Google Chief Economist (what a title, huh?) Hal Varian penned a blog post boasting about the company’s contributions in the realm of open source and open data. Of course, Google’s contributions in this realm are substantial, to say the least. As Varian relates in the post, Google’s open data contributions include the Open Images dataset of 36.5 million images, millions of annotated videos in the YouTube-8M collection, the Natural Questions database, which contains 307,373 human-generated questions and answers, 20,000 Kaggle Open Datasets and the Cloud Public Datasets, all the data encapsulated in Google Trends that reaches back to 2004, and the 62 datasets listed on Google AI, amongst others.

That’s just the open data. Open source, of course, is another impressive story. Varian lays it out:

Key examples of this include Android, our smartphone operating system, Chromium, the code base for our Chrome browser (now also powering many competitors), and TensorFlow, our machine learning system. Google’s release of Kubernetes changed cloud hosting forever, and has enabled innovation and competition across the cloud industry. Google is also the largest contributor of open source code to GitHub, a shared repository for software development. In 2017, Googlers made more than 250,000 changes to tens of thousands of projects on GitHub alone.

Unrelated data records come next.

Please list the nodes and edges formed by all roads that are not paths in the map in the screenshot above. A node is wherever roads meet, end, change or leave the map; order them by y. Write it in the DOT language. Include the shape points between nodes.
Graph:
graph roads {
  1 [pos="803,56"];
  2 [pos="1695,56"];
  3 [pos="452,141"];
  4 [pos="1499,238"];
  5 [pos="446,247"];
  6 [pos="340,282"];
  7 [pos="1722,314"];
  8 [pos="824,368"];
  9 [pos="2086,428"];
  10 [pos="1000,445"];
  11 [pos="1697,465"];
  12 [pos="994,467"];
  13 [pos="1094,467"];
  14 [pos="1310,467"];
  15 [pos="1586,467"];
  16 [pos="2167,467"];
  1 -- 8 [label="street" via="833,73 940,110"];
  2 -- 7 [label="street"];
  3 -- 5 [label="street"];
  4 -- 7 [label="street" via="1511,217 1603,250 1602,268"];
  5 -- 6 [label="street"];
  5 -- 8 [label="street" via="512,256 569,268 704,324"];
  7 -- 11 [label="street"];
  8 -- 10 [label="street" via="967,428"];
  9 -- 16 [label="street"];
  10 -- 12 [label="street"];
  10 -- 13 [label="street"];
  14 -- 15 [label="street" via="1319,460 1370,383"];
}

How can you argue with that? And Google isn’t the only one diving into the open source game these days, with big names like IBM, Microsoft, Facebook and Amazon even getting in on the fun. But even looking at this impressive list, I find myself wondering… does open source and open data absolve these companies of their other sins?

Even just opening up Google’s blog post, my mind immediately wandered to thoughts of Google “accidentally” collecting data with its Street View vehicles. Yes, that was ages ago, but even just earlier this year the company was fined $57 million over GDPR violations and it’s about to pay $170 million in fines for violating the Children’s Online Privacy Protection Act. The list goes on, for Google, and any of these companies.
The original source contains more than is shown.